* Problem requirements: For the records below, report how many lines include "dead", with no accompanying text.

(Stored data)
═══
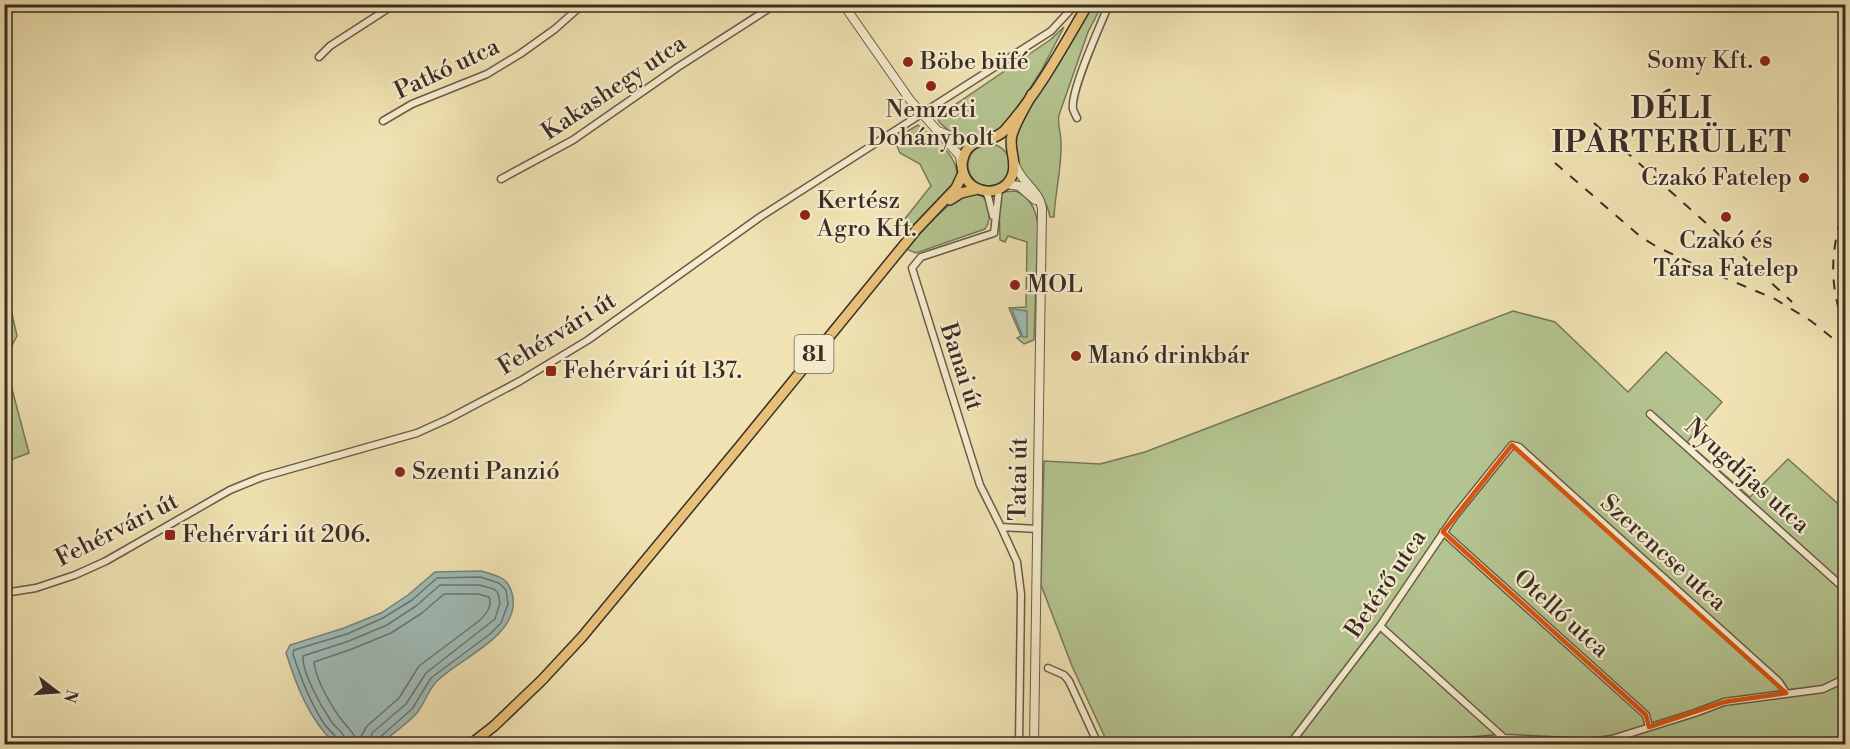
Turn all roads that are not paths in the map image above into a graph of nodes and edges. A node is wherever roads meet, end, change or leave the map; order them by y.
1 (395, 4) edge
2 (583, 4) edge
3 (776, 4) edge
4 (843, 4) edge
5 (1076, 4) edge
6 (1088, 4) edge
7 (1109, 4) edge
8 (319, 57) dead end
9 (1032, 94) junction
10 (922, 113) junction
11 (1077, 118) dead end
12 (383, 121) dead end
13 (939, 131) junction
14 (982, 140) junction
15 (1013, 157) junction
16 (962, 169) junction
17 (501, 179) dead end
18 (1003, 186) junction
19 (981, 190) junction
20 (942, 203) junction
21 (1042, 214) junction
22 (994, 233) junction
23 (1650, 414) dead end
24 (1512, 445) joint
25 (1001, 527) junction
26 (1037, 529) junction
27 (1443, 532) junction
28 (1845, 590) edge
29 (4, 592) edge
30 (1037, 592) junction
31 (1021, 594) junction
32 (1380, 627) junction
33 (1048, 668) dead end
34 (1845, 678) edge
35 (1786, 693) junction
36 (1649, 727) junction
37 (1504, 738) junction
38 (471, 744) edge
39 (1019, 744) edge
40 (1034, 744) edge
41 (1098, 744) edge
42 (1290, 744) edge
43 (1428, 744) edge

1 - 8 street
2 - 12 street, Patkó utca
3 - 17 street, Kakashegy utca
4 - 10 street
5 - 10 street, Fehérvári út
6 - 9 main road, 81
7 - 11 street
9 - 14 main road, 81
9 - 15 main road, 81
10 - 13 street
10 - 29 street, Fehérvári út
13 - 14 street
13 - 16 street
14 - 15 main road
14 - 16 main road, 81
15 - 18 main road, 81
15 - 21 street, Tatai út
16 - 19 main road
16 - 20 main road, 81
18 - 19 main road, 81
18 - 21 street
18 - 22 street
19 - 20 main road, 81
19 - 22 street
20 - 38 main road, 81
21 - 26 street, Tatai út
22 - 25 street, Banai út
23 - 28 street, Nyugdíjas utca
24 - 27 street, Betérő utca
24 - 35 street, Szerencse utca
25 - 26 street
25 - 31 street, Tatai út
26 - 30 street, Tatai út
27 - 32 street, Betérő utca
27 - 36 street, Otelló utca
30 - 31 street
30 - 40 street, Tatai út
31 - 39 street, Tatai út
32 - 37 street
32 - 42 street, Betérő utca
33 - 41 street
34 - 35 street
35 - 36 street
36 - 37 street
37 - 43 street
═══
* Answer box: 6